International-Soil-Radiocarbon-Database / ISRaD

Repository for the development and release of ISRaD data and tools
https://international-soil-radiocarbon-database.github.io/ISRaD/
24 stars 15 forks source link

fill_dates.R generates wildly incorrect dates #171

Closed aahoyt closed 5 years ago

aahoyt commented 5 years ago

ISRaD.extra.fill_dates.R seems to be incorrectly filling inc_obs_date_y from lyr_obs_date_y with dates that are sometimes extremely different.

Examples (should match) Dutta_2006: template: lyr_obs_date_y = 2001, inc_obs_date_y is blank ISRaD_extra: inc_obs_date_y = 1983 (should be filled from lyr_obs_date_y)

Taylor_2015: template: lyr_obs_date_y = 2012 or 2013, inc_obs_date_y is blank ISRaD_extra: inc_obs_date_y = 2012, 1998, 1970, 1971, 1986 (should be filled from lyr_obs_date_y)

In total there are 267 profiles with a inc_date vs lyr_date mismatch in ISRaD_extra, which are sometimes extremely different.
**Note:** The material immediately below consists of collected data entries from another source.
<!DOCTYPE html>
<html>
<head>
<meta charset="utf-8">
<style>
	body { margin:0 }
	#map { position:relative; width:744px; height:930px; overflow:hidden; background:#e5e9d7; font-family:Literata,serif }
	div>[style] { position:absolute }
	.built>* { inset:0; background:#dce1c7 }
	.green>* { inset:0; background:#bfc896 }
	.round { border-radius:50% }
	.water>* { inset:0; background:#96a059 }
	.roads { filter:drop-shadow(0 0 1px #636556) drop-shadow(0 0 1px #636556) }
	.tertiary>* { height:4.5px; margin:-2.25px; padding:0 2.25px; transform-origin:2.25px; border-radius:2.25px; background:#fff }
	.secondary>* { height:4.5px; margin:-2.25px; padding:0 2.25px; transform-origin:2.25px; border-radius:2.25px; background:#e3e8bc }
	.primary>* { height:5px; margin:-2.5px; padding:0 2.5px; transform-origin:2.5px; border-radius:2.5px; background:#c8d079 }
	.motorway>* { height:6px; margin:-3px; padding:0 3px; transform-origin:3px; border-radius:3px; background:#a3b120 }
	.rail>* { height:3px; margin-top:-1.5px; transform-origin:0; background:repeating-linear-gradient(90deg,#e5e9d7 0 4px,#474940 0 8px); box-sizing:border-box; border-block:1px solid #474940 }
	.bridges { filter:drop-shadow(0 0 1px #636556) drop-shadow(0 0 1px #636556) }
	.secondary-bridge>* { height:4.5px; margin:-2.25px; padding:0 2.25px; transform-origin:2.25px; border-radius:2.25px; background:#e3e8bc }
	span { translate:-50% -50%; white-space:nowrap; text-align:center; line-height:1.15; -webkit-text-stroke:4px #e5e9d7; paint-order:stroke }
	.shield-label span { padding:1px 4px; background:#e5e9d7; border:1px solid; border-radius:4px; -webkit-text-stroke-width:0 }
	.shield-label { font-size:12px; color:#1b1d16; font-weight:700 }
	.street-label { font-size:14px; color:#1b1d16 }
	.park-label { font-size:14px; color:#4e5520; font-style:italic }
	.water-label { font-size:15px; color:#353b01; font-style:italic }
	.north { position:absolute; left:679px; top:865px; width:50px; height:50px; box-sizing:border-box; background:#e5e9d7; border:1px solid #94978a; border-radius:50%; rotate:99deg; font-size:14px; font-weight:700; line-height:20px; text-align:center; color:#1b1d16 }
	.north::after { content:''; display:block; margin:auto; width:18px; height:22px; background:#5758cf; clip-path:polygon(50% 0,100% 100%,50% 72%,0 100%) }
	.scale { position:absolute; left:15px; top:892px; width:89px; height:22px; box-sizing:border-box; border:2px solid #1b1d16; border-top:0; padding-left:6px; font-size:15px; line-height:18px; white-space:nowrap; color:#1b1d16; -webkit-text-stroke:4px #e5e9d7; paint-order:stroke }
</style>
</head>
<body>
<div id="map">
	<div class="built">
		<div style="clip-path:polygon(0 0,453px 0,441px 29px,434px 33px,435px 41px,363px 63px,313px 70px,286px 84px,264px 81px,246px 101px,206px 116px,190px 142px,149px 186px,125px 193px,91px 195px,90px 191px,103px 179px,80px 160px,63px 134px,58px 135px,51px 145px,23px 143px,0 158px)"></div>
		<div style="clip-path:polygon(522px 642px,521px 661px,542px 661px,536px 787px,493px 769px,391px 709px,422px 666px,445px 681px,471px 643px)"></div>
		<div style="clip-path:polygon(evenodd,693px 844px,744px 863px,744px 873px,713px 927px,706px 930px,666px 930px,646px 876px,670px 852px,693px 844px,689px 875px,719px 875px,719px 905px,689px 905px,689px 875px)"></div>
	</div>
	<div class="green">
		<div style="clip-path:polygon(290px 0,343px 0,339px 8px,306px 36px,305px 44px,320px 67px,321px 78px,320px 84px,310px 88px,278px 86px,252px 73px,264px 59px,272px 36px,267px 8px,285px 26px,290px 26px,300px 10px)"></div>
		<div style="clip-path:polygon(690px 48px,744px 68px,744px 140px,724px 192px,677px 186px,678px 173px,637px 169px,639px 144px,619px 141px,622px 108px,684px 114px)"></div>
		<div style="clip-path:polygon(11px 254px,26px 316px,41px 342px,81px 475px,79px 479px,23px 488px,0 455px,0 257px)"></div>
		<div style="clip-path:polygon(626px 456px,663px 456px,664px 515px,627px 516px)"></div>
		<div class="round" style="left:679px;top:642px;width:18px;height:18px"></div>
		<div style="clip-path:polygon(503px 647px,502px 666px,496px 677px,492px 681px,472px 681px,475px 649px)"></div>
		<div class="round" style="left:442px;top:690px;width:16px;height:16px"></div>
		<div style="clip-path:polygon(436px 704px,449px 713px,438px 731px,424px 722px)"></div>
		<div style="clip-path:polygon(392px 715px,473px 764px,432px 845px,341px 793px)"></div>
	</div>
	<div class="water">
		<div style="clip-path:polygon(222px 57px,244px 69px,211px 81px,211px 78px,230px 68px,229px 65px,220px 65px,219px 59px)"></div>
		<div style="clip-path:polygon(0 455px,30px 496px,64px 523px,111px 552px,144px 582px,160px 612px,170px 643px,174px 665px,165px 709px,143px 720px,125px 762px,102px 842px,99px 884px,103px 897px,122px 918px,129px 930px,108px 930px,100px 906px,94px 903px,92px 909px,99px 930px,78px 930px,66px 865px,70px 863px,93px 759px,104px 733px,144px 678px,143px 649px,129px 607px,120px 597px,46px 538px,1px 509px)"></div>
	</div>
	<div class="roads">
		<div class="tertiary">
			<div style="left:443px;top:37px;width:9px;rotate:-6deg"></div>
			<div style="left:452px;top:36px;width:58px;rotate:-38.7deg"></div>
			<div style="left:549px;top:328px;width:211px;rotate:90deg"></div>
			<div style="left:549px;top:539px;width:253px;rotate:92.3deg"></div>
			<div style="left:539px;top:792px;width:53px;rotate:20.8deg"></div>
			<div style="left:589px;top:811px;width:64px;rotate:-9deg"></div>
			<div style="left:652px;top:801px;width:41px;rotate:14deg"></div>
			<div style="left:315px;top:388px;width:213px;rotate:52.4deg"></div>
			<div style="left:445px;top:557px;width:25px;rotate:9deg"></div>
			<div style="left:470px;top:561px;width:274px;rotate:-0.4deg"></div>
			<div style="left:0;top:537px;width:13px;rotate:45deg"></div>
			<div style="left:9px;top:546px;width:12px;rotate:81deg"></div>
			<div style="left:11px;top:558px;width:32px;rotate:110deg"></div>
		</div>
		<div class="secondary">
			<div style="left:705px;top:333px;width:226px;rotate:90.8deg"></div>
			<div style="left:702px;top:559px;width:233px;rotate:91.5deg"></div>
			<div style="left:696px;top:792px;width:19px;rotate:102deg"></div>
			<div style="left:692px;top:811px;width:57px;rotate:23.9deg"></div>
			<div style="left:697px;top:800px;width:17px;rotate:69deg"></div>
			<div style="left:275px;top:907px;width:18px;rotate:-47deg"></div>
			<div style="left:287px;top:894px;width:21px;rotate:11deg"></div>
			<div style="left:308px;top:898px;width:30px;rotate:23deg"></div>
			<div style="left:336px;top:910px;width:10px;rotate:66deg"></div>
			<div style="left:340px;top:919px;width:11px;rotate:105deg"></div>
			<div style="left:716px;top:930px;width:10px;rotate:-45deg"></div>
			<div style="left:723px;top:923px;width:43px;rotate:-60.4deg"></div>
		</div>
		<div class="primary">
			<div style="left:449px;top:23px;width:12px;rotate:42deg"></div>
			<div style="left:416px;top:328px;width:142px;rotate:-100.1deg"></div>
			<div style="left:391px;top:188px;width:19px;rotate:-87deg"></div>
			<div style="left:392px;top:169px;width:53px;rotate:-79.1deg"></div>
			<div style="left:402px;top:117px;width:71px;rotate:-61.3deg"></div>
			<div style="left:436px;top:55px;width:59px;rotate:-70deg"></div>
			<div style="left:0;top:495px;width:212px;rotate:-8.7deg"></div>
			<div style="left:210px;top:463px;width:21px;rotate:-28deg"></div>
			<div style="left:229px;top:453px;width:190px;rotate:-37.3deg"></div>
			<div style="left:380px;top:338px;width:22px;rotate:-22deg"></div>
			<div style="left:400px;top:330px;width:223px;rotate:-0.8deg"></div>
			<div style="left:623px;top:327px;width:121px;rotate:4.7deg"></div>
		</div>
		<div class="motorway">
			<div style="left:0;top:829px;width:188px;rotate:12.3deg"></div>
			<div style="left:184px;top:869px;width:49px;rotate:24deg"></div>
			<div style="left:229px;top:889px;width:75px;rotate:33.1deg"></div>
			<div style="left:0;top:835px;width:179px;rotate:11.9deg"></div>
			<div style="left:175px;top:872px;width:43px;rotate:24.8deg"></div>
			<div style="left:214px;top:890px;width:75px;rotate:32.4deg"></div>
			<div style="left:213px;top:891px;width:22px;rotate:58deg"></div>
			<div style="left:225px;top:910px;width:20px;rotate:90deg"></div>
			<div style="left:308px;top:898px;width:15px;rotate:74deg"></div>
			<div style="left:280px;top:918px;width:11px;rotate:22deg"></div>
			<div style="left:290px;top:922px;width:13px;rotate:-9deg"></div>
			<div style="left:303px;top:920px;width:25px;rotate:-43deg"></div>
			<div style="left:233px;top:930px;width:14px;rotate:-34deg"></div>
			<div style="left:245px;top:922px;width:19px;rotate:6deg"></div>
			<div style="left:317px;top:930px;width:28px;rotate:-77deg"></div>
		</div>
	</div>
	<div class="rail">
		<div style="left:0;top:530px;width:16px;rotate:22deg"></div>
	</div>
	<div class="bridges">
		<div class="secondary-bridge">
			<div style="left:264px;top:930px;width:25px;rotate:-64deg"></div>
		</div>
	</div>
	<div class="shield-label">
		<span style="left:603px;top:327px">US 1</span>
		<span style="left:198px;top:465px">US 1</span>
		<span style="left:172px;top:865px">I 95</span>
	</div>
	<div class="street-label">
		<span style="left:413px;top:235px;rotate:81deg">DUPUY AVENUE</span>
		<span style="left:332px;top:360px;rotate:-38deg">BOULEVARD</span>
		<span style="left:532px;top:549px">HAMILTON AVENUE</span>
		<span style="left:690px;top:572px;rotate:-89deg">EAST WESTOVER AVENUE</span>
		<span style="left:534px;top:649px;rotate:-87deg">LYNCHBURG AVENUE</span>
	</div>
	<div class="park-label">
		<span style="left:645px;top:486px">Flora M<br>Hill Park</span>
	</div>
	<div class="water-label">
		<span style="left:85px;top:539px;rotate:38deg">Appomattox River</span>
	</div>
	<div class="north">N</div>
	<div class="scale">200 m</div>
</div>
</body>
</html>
In ISRaD_data, there are 62 date mismatches, but normally all different by 1-2yrs, which is reasonable (eg samples collected in 2001, incubated in 2002).

I don't see any obvious reason this date mismatch is being introduced. Also, this could be accounting for or related to our issues with the ISRaD_extra delta delta function, which was also never fixed.

greymonroe commented 5 years ago

The fill date function looked wrong. it wasnt doing any matching between the layer and fraction tab for example. just basically saying if the frc date was NA then make it a value from lyr date but not specifying which one. I am making the correction now.

jb388 commented 5 years ago

Nice catch, Grey. Hopefully this fixes it! @aahoyt you're probably right that this is the issue with the delta delta function---that function itself seems fine.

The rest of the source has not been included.